In harmony with the Book of Changes, the 3,000 year old Chinese pursuit of wisdom, I chanced across a copy (3rd ed., 21st printing, 1985), for $2, at a garage sale this past weekend. It’s the Bollingen hard copy, in fair condition, with dust jacket, for which Jung wrote the original foreword, not as worried, he explains of his inability to explain the I Ching to what he calls, in 1949, the “Western mind,” a mind that might best be described by Hexagram 29, “Bound with cords and ropes,” because he was then in his “eighth decade, and the changing opinions of men scarcely impress me any more.” Not only that, but, continuing Hexagram 29, “If you are sincere, you have success in your heart, And whatever you do succeeds.”

The I Ching provided Jung with a practical field of study for his concept of synchronicity, the theory that effects don’t always have measureable causes – or, at least, when we turn our attention away from causality (as John Cage did in his works involving indeterminacy), we seem to form a more perfect union with nature – by which Jung meant, in his foreword to the I Ching, physics.

Yet it’s not clear whether today’s physicists agree or not – that a truly exceptionally simple theory of everything (one that satisfies Richard Wilhelm’s desire to “…[make] the I Ching intelligible to the lay reader”) might be held in the random throw of three coins. In any case, globalization may have already made the Western mind boundary-less, ubiquitous on the planet, but the I Ching is still out there, waiting to be discovered. Like the gospels, the I Ching has, since Jung wrote his foreword, been “pinched and poked,” as e. e. cummings said in “O sweet spontaneous,” by the “doting fingers of prurient philosophers.” Yet, Jung says, “security, certitude, and peace do not lead to discoveries.” In this regard, at least, if in no other, the I Ching would still appear appropriate for “thoughtful and reflective people who like to think about what they do and what happens to them…,” and like to think beyond “reason and pedagogy [which] often lack charm and grace.” Of course, who wants to hear that today’s answer is the same one offered 3,000 years ago? Might make winning the research grant a bit more difficult.

Jung argued that the I Ching is best suited to questions of self-knowledge. That the I Ching has changed over time, been abused, cast aside, like the gospels, should not, with regard to its use toward self-knowledge, Jung seems to be saying, in his foreword, dissuade contemporary readers, for “often our relations depend almost exclusively on our own attitudes, though we may be quite unaware of this fact.” Why would anyone consult the I Ching today?
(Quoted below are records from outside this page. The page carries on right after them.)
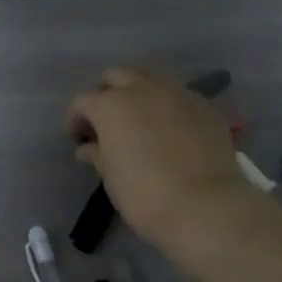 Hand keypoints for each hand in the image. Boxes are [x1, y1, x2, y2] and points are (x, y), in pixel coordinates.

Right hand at [65, 65, 260, 260]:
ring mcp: (178, 94)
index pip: (83, 102)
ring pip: (151, 77)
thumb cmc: (144, 195)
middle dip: (106, 92)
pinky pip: (179, 95)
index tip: (76, 137)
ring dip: (138, 91)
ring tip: (138, 118)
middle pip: (116, 76)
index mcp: (111, 106)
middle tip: (105, 119)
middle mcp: (143, 90)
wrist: (205, 206)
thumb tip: (88, 147)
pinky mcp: (205, 107)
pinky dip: (167, 105)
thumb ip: (98, 154)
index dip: (76, 118)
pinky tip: (169, 128)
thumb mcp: (111, 177) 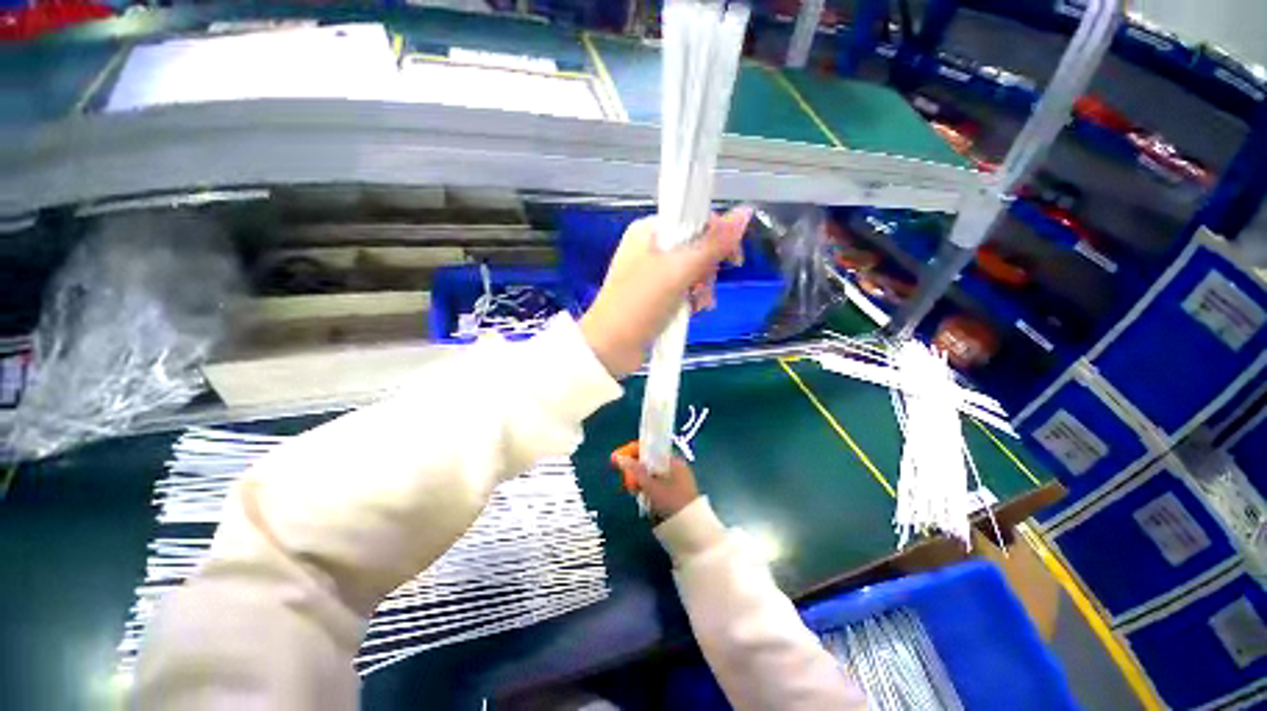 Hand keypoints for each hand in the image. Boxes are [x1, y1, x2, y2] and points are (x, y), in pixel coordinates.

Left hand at [579, 208, 750, 377]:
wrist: (611, 348)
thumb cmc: (639, 305)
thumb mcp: (678, 272)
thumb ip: (712, 244)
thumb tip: (745, 212)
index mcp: (649, 230)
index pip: (694, 218)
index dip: (717, 236)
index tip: (732, 259)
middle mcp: (651, 247)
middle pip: (697, 247)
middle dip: (707, 270)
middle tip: (702, 287)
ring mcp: (652, 273)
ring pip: (693, 271)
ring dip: (702, 289)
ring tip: (697, 305)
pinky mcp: (656, 295)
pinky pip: (684, 290)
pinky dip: (692, 300)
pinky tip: (692, 312)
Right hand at [611, 441, 699, 519]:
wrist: (691, 529)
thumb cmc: (672, 501)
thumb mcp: (651, 486)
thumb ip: (635, 471)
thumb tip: (618, 457)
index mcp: (673, 460)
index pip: (650, 448)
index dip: (633, 451)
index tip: (618, 458)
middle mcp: (674, 467)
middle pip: (649, 462)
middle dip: (634, 469)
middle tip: (626, 480)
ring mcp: (674, 481)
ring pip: (650, 475)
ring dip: (639, 480)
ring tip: (632, 490)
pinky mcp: (672, 494)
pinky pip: (654, 485)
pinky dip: (646, 488)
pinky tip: (640, 497) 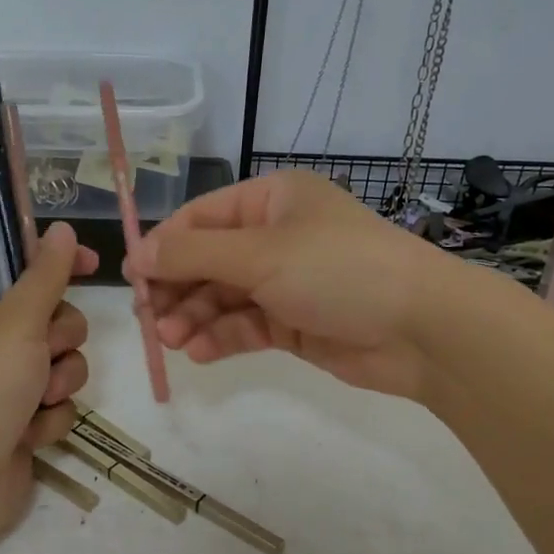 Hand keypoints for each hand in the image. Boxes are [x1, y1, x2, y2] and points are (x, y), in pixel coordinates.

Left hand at [0, 223, 97, 544]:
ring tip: (36, 401)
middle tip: (42, 352)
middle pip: (51, 317)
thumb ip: (46, 276)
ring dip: (58, 381)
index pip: (16, 265)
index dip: (53, 261)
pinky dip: (49, 418)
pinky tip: (28, 434)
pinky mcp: (21, 420)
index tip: (93, 264)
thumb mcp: (14, 323)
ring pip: (62, 362)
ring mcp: (4, 383)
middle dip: (58, 338)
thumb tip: (63, 229)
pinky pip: (58, 403)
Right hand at [126, 171, 481, 401]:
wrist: (421, 329)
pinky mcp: (295, 323)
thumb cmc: (337, 270)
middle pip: (209, 260)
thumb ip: (194, 255)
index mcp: (271, 201)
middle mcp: (276, 236)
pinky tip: (200, 352)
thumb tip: (138, 255)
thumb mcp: (260, 254)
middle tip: (149, 319)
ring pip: (224, 296)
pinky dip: (222, 337)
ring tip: (173, 340)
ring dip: (195, 317)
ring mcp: (286, 282)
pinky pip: (246, 325)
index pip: (201, 218)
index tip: (131, 278)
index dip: (164, 246)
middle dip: (178, 288) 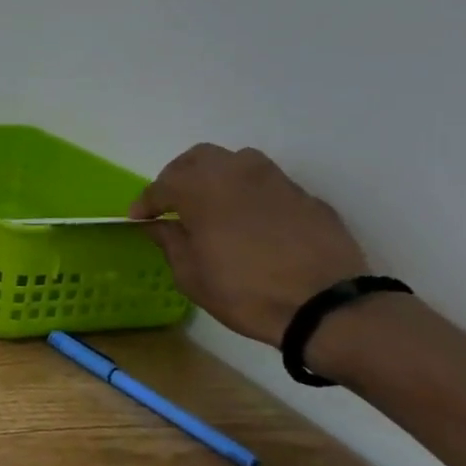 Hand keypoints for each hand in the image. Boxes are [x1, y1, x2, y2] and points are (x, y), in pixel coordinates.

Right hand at [131, 145, 368, 346]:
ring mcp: (276, 181)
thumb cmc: (244, 291)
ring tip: (213, 204)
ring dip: (217, 177)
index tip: (139, 219)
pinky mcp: (306, 197)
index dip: (145, 203)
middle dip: (179, 177)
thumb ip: (170, 241)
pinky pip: (268, 185)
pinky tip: (251, 222)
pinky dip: (251, 195)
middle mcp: (237, 173)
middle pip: (198, 158)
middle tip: (172, 203)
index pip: (161, 186)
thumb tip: (159, 224)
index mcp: (200, 188)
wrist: (326, 307)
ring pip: (237, 163)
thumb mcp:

Because, as Jung says, “The I Ching insists upon self-knowledge throughout. The method by which this is to be achieved is open to every kind of misuse, and is therefore not for the frivolous-minded and immature; nor is it for intellectualists and rationalists.” But it is, in other words, the perfect fit for our ideal, general interest reader.

Jung acknowledges that “to one person its spirit appears as clear as day; to another, shadowy as twilight; to a third, dark as night. He who is not pleased by it does not have to use it, and he who is against it is not obliged to find it true. Let it go forth into the world for the benefit of those who can discern its meaning.” So Jung asked “Why not venture a dialogue with an ancient book that purports to be animated?” In an age when neuroscientists like Jonah Lehrer argue that “the mind is really just a piece of meat,” it would not seem that such a dialog as Jung suggests having with the ancient book can do any harm. But if I put the question to the I Ching, is the mind really just a piece of meat, I’d better be ready for the answer: Hexagram 36, “Darkening of the Light,” “…one should not try to be all-knowing.” Not only that, but, Jung adds: “The less one thinks about the theory of the I Ching, the more soundly one sleeps.”